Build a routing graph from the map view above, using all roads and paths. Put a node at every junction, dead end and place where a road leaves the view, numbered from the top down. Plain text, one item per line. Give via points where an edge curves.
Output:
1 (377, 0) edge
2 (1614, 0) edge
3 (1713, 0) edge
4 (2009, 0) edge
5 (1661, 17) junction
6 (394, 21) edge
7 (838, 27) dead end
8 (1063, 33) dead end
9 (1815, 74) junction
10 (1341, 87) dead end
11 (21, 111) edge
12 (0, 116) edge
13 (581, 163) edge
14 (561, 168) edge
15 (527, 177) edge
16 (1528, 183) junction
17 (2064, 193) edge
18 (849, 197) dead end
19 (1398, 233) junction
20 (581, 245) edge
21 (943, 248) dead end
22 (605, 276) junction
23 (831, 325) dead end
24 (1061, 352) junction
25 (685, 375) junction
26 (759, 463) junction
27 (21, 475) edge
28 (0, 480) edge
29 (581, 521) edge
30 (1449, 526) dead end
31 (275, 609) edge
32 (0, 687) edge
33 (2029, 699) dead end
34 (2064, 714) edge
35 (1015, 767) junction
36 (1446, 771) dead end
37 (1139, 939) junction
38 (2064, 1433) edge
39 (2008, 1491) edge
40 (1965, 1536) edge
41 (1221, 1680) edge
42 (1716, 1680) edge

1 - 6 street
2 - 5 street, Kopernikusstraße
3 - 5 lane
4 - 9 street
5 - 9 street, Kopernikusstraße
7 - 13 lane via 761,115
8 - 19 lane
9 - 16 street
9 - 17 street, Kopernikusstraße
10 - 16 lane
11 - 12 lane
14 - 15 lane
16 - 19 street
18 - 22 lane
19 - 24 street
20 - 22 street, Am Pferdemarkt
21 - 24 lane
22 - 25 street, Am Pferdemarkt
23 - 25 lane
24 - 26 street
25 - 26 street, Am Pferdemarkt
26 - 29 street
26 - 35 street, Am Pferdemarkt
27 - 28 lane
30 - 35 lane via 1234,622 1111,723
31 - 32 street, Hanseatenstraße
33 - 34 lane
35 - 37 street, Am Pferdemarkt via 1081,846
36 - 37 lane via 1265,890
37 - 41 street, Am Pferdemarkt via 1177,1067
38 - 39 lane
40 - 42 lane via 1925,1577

*-*-*

PROBLEM DETAILS: Reproduce the full listing exactly.

FINAL ANSWER:
Build a routing graph from the map view above, using all roads and paths. Put a node at every junction, dead end and place where a road leaves the view, numbered from the top down. Plain text, one item per line. Give via points where an edge curves.
Output:
1 (377, 0) edge
2 (1614, 0) edge
3 (1713, 0) edge
4 (2009, 0) edge
5 (1661, 17) junction
6 (394, 21) edge
7 (838, 27) dead end
8 (1063, 33) dead end
9 (1815, 74) junction
10 (1341, 87) dead end
11 (21, 111) edge
12 (0, 116) edge
13 (581, 163) edge
14 (561, 168) edge
15 (527, 177) edge
16 (1528, 183) junction
17 (2064, 193) edge
18 (849, 197) dead end
19 (1398, 233) junction
20 (581, 245) edge
21 (943, 248) dead end
22 (605, 276) junction
23 (831, 325) dead end
24 (1061, 352) junction
25 (685, 375) junction
26 (759, 463) junction
27 (21, 475) edge
28 (0, 480) edge
29 (581, 521) edge
30 (1449, 526) dead end
31 (275, 609) edge
32 (0, 687) edge
33 (2029, 699) dead end
34 (2064, 714) edge
35 (1015, 767) junction
36 (1446, 771) dead end
37 (1139, 939) junction
38 (2064, 1433) edge
39 (2008, 1491) edge
40 (1965, 1536) edge
41 (1221, 1680) edge
42 (1716, 1680) edge

1 - 6 street
2 - 5 street, Kopernikusstraße
3 - 5 lane
4 - 9 street
5 - 9 street, Kopernikusstraße
7 - 13 lane via 761,115
8 - 19 lane
9 - 16 street
9 - 17 street, Kopernikusstraße
10 - 16 lane
11 - 12 lane
14 - 15 lane
16 - 19 street
18 - 22 lane
19 - 24 street
20 - 22 street, Am Pferdemarkt
21 - 24 lane
22 - 25 street, Am Pferdemarkt
23 - 25 lane
24 - 26 street
25 - 26 street, Am Pferdemarkt
26 - 29 street
26 - 35 street, Am Pferdemarkt
27 - 28 lane
30 - 35 lane via 1234,622 1111,723
31 - 32 street, Hanseatenstraße
33 - 34 lane
35 - 37 street, Am Pferdemarkt via 1081,846
36 - 37 lane via 1265,890
37 - 41 street, Am Pferdemarkt via 1177,1067
38 - 39 lane
40 - 42 lane via 1925,1577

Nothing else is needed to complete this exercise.